I've had the latter experience both for myself and for family members. We got into the habit of buying "home guides to medicines" in order to look up side-effects and contraindications because my father had had so many bad results from "try this new medicine", has bad reaction which nobody warned him about/"take this new medicine", it reacts with medication he is already on. So from then on we researched, as best we could, any medications he was on in case that "okay yeah, you should not take X and Y both".

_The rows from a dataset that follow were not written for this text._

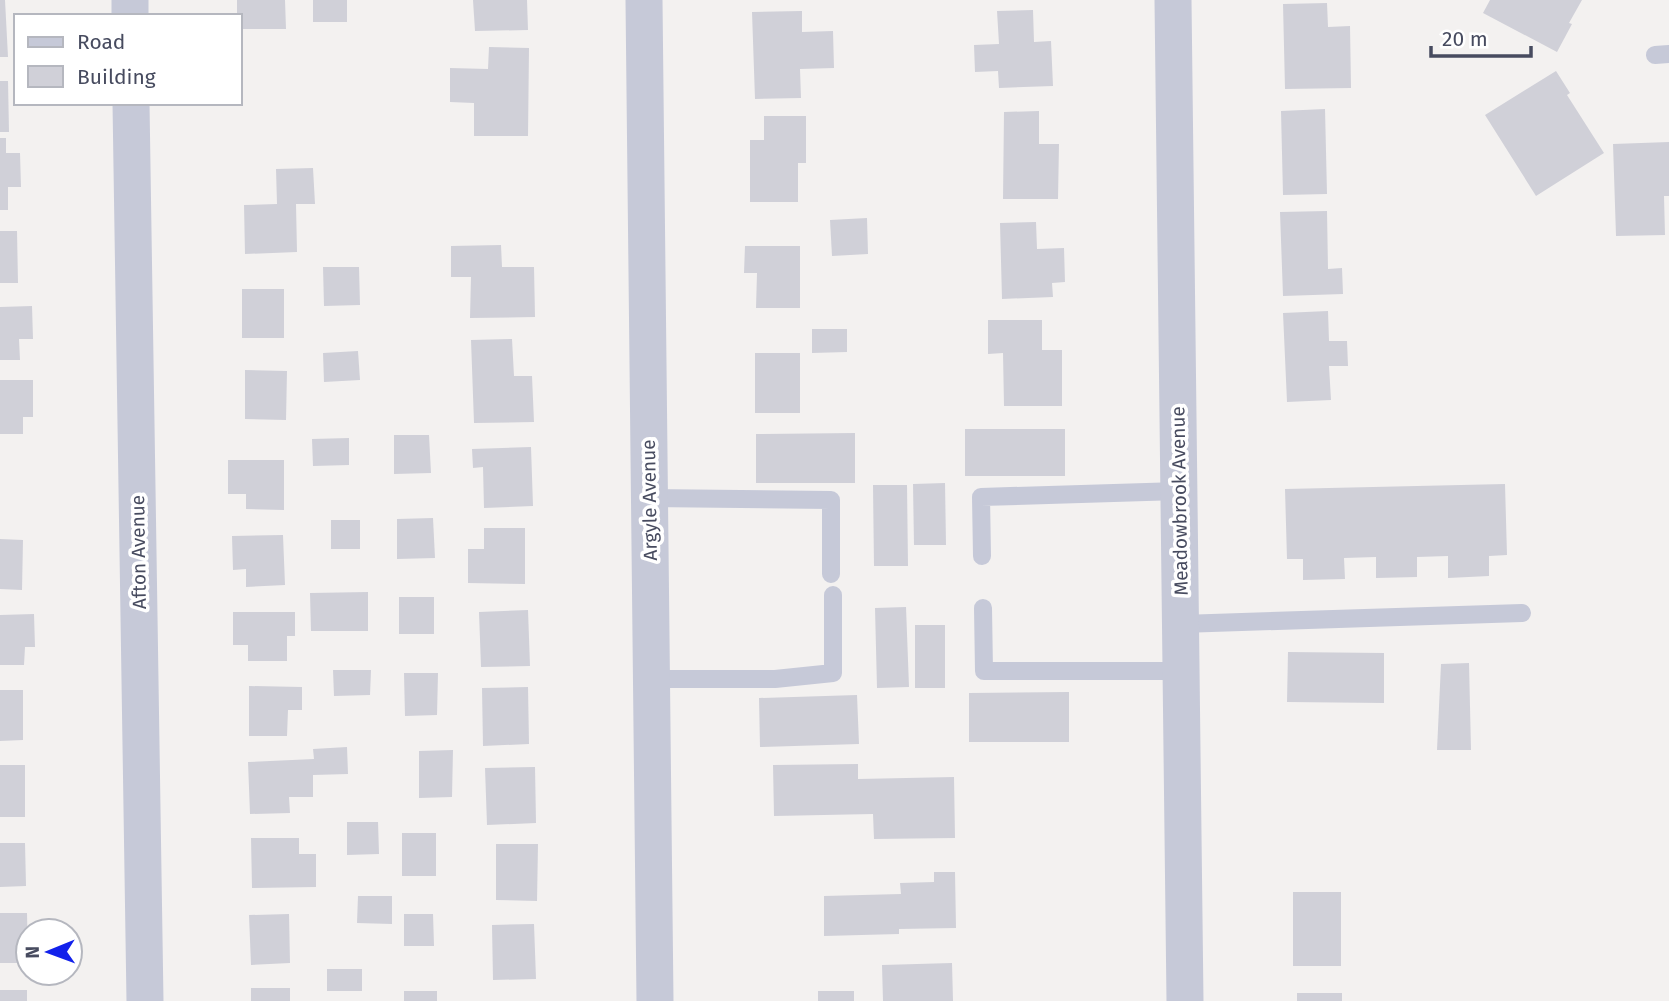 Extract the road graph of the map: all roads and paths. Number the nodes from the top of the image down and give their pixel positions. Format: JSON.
{"nodes":[{"id":1,"x":644,"y":0,"type":"edge"},
{"id":2,"x":1173,"y":0,"type":"edge"},
{"id":3,"x":131,"y":105,"type":"edge"},
{"id":4,"x":1179,"y":491,"type":"junction"},
{"id":5,"x":649,"y":498,"type":"junction"},
{"id":6,"x":982,"y":556,"type":"dead end"},
{"id":7,"x":831,"y":574,"type":"dead end"},
{"id":8,"x":833,"y":596,"type":"dead end"},
{"id":9,"x":982,"y":608,"type":"dead end"},
{"id":10,"x":1522,"y":613,"type":"dead end"},
{"id":11,"x":1181,"y":624,"type":"junction"},
{"id":12,"x":1181,"y":671,"type":"junction"},
{"id":13,"x":651,"y":679,"type":"junction"},
{"id":14,"x":145,"y":1001,"type":"edge"},
{"id":15,"x":655,"y":1001,"type":"edge"},
{"id":16,"x":1185,"y":1001,"type":"edge"}],
"edges":[{"from":1,"to":5,"type":"street","name":"Argyle Avenue"},
{"from":2,"to":4,"type":"street","name":"Meadowbrook Avenue"},
{"from":3,"to":14,"type":"street","name":"Afton Avenue"},
{"from":4,"to":6,"type":"lane"},
{"from":4,"to":11,"type":"street","name":"Meadowbrook Avenue"},
{"from":5,"to":7,"type":"lane"},
{"from":5,"to":13,"type":"street","name":"Argyle Avenue"},
{"from":8,"to":13,"type":"lane"},
{"from":9,"to":12,"type":"lane"},
{"from":10,"to":11,"type":"lane"},
{"from":11,"to":12,"type":"street","name":"Meadowbrook Avenue"},
{"from":12,"to":16,"type":"street","name":"Meadowbrook Avenue"},
{"from":13,"to":15,"type":"street","name":"Argyle Avenue"}]}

I've had a couple of those myself, including "okay, I'm supposed to tell you that this medication sometimes has this side-effect, but it's VERY rare and hardly ever happens", okay I take the first dose and oops. I get the reaction. Which can be a life-threatening one if I choose to believe the doctor and keep taking it. Or "Sorry doc, I can't take this new medication" "Why?" "Got an allergic reaction" "Oh, really?" I describe symptoms and "Right, that is an allergic reaction, stop taking it". So again, every time I get new medicine, first thing I do is go online and check if there are warnings, side-effects, or contra-indications with what I'm already taking.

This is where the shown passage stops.